_AIM OF THE EXERCISE_:
Return all the entries below exactly, except for the images they hold.

(Stored data)

- - - - -

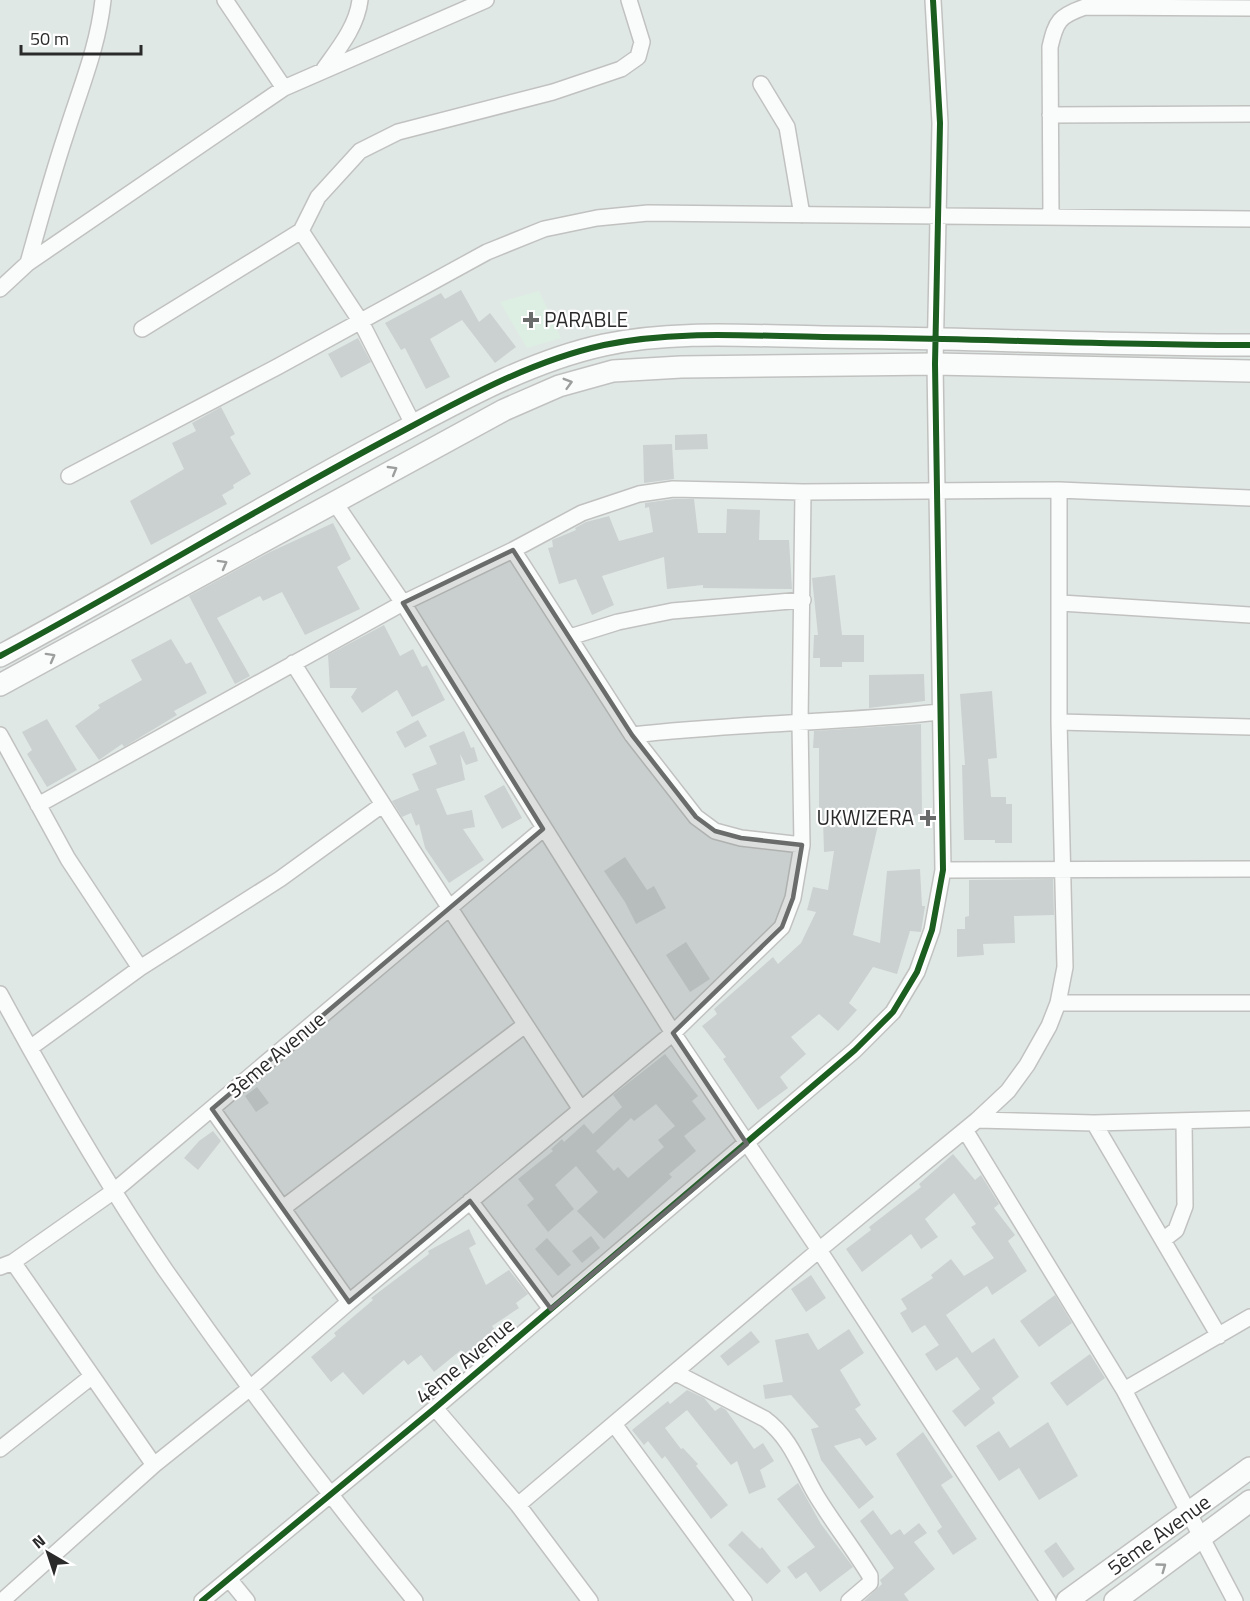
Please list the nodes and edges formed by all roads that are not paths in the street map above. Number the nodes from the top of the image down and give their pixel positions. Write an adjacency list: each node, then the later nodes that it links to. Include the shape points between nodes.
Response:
1 (103, 0): 18 (street, via 86,80 66,133)
2 (225, 0): 10 (street)
3 (360, 0): 8 (street, via 344,40)
4 (486, 0): 8 (street)
5 (933, 0): 14 (street, 4ème Avenue, via 940,123)
6 (633, 1): 17 (street, via 642,42 638,57 630,63 553,92 398,132 360,150 318,197)
7 (1250, 8): 12 (street, via 1085,6 1065,14 1054,27 1050,48)
8 (324, 69): 10 (street)
9 (761, 84): 13 (street, via 787,127)
10 (284, 88): 18 (street)
11 (1250, 114): 12 (street)
12 (1050, 115): 15 (street)
13 (802, 215): 14 (street); 20 (street, via 648,213 544,229 487,252)
14 (937, 215): 15 (street); 22 (street, 4ème Avenue)
15 (1051, 217): 16 (street)
16 (1250, 219)
17 (301, 231): 20 (street); 21 (street)
18 (28, 263): 19 (street)
19 (0, 289)
20 (361, 321): 26 (street); 27 (street)
21 (142, 329)
22 (936, 340): 23 (street); 24 (street, 4ème Avenue); 26 (street, via 678,336 606,344 556,358)
23 (1250, 345)
24 (935, 364): 25 (street); 29 (street, 4ème Avenue); 32 (street, one-way to 24, via 504,410 559,386 613,371)
25 (1250, 371)
26 (414, 426): 39 (street)
27 (69, 476)
28 (1059, 490): 29 (street); 31 (street); 36 (street)
29 (936, 491): 30 (street); 42 (street, 4ème Avenue)
30 (803, 492): 33 (street, via 719,488 639,494 582,513); 34 (street)
31 (1250, 498)
32 (335, 503): 35 (street); 41 (street, one-way to 32)
33 (513, 550): 35 (street); 38 (street)
34 (803, 600): 38 (street, via 672,611); 44 (street)
35 (403, 603): 40 (street); 50 (street)
36 (1060, 603): 37 (street); 43 (street)
37 (1250, 615)
38 (570, 637): 47 (street)
39 (0, 656)
40 (293, 663): 48 (street); 49 (street)
41 (0, 685)
42 (940, 712): 44 (street); 54 (street, 4ème Avenue)
43 (1059, 722): 45 (street); 52 (street)
44 (800, 723): 47 (street, via 706,726); 51 (street)
45 (1250, 727)
46 (0, 735): 48 (street)
47 (632, 735): 51 (street, via 676,795 715,831 741,838)
48 (38, 805): 56 (street, via 90,894)
49 (382, 805): 55 (street); 56 (street, via 280,879)
50 (543, 829): 55 (street, 3ème Avenue); 61 (street)
51 (802, 844): 61 (street, via 793,898 782,927)
52 (1064, 868): 53 (street); 54 (street); 58 (street, via 1065,967)
53 (1250, 869)
54 (943, 870): 69 (street, 4ème Avenue, via 925,951 893,1012)
55 (448, 909): 60 (street); 63 (street, 3ème Avenue)
56 (140, 968): 62 (street)
57 (0, 994): 62 (street)
58 (1058, 1003): 59 (street); 68 (street, via 1027,1065 1008,1091)
59 (1250, 1003)
60 (525, 1025): 64 (street); 72 (street)
61 (673, 1032): 64 (street); 69 (street)
62 (30, 1048): 70 (street)
63 (213, 1108): 70 (street, 3ème Avenue); 72 (street)
64 (580, 1108): 71 (street)
65 (1250, 1119): 66 (street)
66 (1184, 1120): 67 (street); 73 (street, via 1185,1206 1176,1230)
67 (1094, 1123): 68 (street); 73 (street)
68 (971, 1125): 74 (street); 83 (street)
69 (747, 1144): 74 (street); 77 (street, 4ème Avenue)
70 (114, 1191): 75 (street, 3ème Avenue); 82 (street)
71 (470, 1201): 76 (street); 77 (street)
72 (283, 1208): 76 (street)
73 (1163, 1240): 79 (street)
74 (819, 1250): 80 (street); 102 (street)
75 (7, 1265): 81 (street)
76 (349, 1302): 82 (street)
77 (551, 1310): 84 (street, 4ème Avenue)
78 (1250, 1317): 79 (street)
79 (1219, 1336): 83 (street)
80 (676, 1373): 85 (street); 101 (street, via 765,1419 789,1442 816,1495 870,1576 870,1583)
81 (91, 1377): 86 (street); 87 (street)
82 (249, 1389): 87 (street); 89 (street)
83 (1124, 1390): 92 (street)
84 (435, 1408): 89 (street, 4ème Avenue); 91 (street)
85 (615, 1424): 91 (street); 100 (street)
86 (0, 1449)
87 (154, 1465): 95 (street)
88 (1250, 1468): 92 (street, 5ème Avenue)
89 (330, 1496): 94 (street, 4ème Avenue); 98 (street)
90 (1250, 1501): 93 (street, 5ème Avenue)
91 (518, 1505): 99 (street)
92 (1187, 1514): 93 (street); 103 (street, 5ème Avenue)
93 (1203, 1538): 104 (street, 5ème Avenue, one-way to 93); 105 (street)
94 (229, 1579): 96 (street, 4ème Avenue); 97 (street)
95 (2, 1601)
96 (202, 1601)
97 (247, 1601)
98 (415, 1601)
99 (590, 1601)
100 (744, 1601)
101 (849, 1601)
102 (1048, 1601)
103 (1067, 1601)
104 (1115, 1601)
105 (1234, 1601)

- - - - -

_RESULT OF THIS EXERCISE_:
Please list the nodes and edges formed by all roads that are not paths in the street map above. Number the nodes from the top of the image down and give their pixel positions. Write an adjacency list: each node, then the later nodes that it links to. Include the shape points between nodes.
Response:
1 (103, 0): 18 (street, via 86,80 66,133)
2 (225, 0): 10 (street)
3 (360, 0): 8 (street, via 344,40)
4 (486, 0): 8 (street)
5 (933, 0): 14 (street, 4ème Avenue, via 940,123)
6 (633, 1): 17 (street, via 642,42 638,57 630,63 553,92 398,132 360,150 318,197)
7 (1250, 8): 12 (street, via 1085,6 1065,14 1054,27 1050,48)
8 (324, 69): 10 (street)
9 (761, 84): 13 (street, via 787,127)
10 (284, 88): 18 (street)
11 (1250, 114): 12 (street)
12 (1050, 115): 15 (street)
13 (802, 215): 14 (street); 20 (street, via 648,213 544,229 487,252)
14 (937, 215): 15 (street); 22 (street, 4ème Avenue)
15 (1051, 217): 16 (street)
16 (1250, 219)
17 (301, 231): 20 (street); 21 (street)
18 (28, 263): 19 (street)
19 (0, 289)
20 (361, 321): 26 (street); 27 (street)
21 (142, 329)
22 (936, 340): 23 (street); 24 (street, 4ème Avenue); 26 (street, via 678,336 606,344 556,358)
23 (1250, 345)
24 (935, 364): 25 (street); 29 (street, 4ème Avenue); 32 (street, one-way to 24, via 504,410 559,386 613,371)
25 (1250, 371)
26 (414, 426): 39 (street)
27 (69, 476)
28 (1059, 490): 29 (street); 31 (street); 36 (street)
29 (936, 491): 30 (street); 42 (street, 4ème Avenue)
30 (803, 492): 33 (street, via 719,488 639,494 582,513); 34 (street)
31 (1250, 498)
32 (335, 503): 35 (street); 41 (street, one-way to 32)
33 (513, 550): 35 (street); 38 (street)
34 (803, 600): 38 (street, via 672,611); 44 (street)
35 (403, 603): 40 (street); 50 (street)
36 (1060, 603): 37 (street); 43 (street)
37 (1250, 615)
38 (570, 637): 47 (street)
39 (0, 656)
40 (293, 663): 48 (street); 49 (street)
41 (0, 685)
42 (940, 712): 44 (street); 54 (street, 4ème Avenue)
43 (1059, 722): 45 (street); 52 (street)
44 (800, 723): 47 (street, via 706,726); 51 (street)
45 (1250, 727)
46 (0, 735): 48 (street)
47 (632, 735): 51 (street, via 676,795 715,831 741,838)
48 (38, 805): 56 (street, via 90,894)
49 (382, 805): 55 (street); 56 (street, via 280,879)
50 (543, 829): 55 (street, 3ème Avenue); 61 (street)
51 (802, 844): 61 (street, via 793,898 782,927)
52 (1064, 868): 53 (street); 54 (street); 58 (street, via 1065,967)
53 (1250, 869)
54 (943, 870): 69 (street, 4ème Avenue, via 925,951 893,1012)
55 (448, 909): 60 (street); 63 (street, 3ème Avenue)
56 (140, 968): 62 (street)
57 (0, 994): 62 (street)
58 (1058, 1003): 59 (street); 68 (street, via 1027,1065 1008,1091)
59 (1250, 1003)
60 (525, 1025): 64 (street); 72 (street)
61 (673, 1032): 64 (street); 69 (street)
62 (30, 1048): 70 (street)
63 (213, 1108): 70 (street, 3ème Avenue); 72 (street)
64 (580, 1108): 71 (street)
65 (1250, 1119): 66 (street)
66 (1184, 1120): 67 (street); 73 (street, via 1185,1206 1176,1230)
67 (1094, 1123): 68 (street); 73 (street)
68 (971, 1125): 74 (street); 83 (street)
69 (747, 1144): 74 (street); 77 (street, 4ème Avenue)
70 (114, 1191): 75 (street, 3ème Avenue); 82 (street)
71 (470, 1201): 76 (street); 77 (street)
72 (283, 1208): 76 (street)
73 (1163, 1240): 79 (street)
74 (819, 1250): 80 (street); 102 (street)
75 (7, 1265): 81 (street)
76 (349, 1302): 82 (street)
77 (551, 1310): 84 (street, 4ème Avenue)
78 (1250, 1317): 79 (street)
79 (1219, 1336): 83 (street)
80 (676, 1373): 85 (street); 101 (street, via 765,1419 789,1442 816,1495 870,1576 870,1583)
81 (91, 1377): 86 (street); 87 (street)
82 (249, 1389): 87 (street); 89 (street)
83 (1124, 1390): 92 (street)
84 (435, 1408): 89 (street, 4ème Avenue); 91 (street)
85 (615, 1424): 91 (street); 100 (street)
86 (0, 1449)
87 (154, 1465): 95 (street)
88 (1250, 1468): 92 (street, 5ème Avenue)
89 (330, 1496): 94 (street, 4ème Avenue); 98 (street)
90 (1250, 1501): 93 (street, 5ème Avenue)
91 (518, 1505): 99 (street)
92 (1187, 1514): 93 (street); 103 (street, 5ème Avenue)
93 (1203, 1538): 104 (street, 5ème Avenue, one-way to 93); 105 (street)
94 (229, 1579): 96 (street, 4ème Avenue); 97 (street)
95 (2, 1601)
96 (202, 1601)
97 (247, 1601)
98 (415, 1601)
99 (590, 1601)
100 (744, 1601)
101 (849, 1601)
102 (1048, 1601)
103 (1067, 1601)
104 (1115, 1601)
105 (1234, 1601)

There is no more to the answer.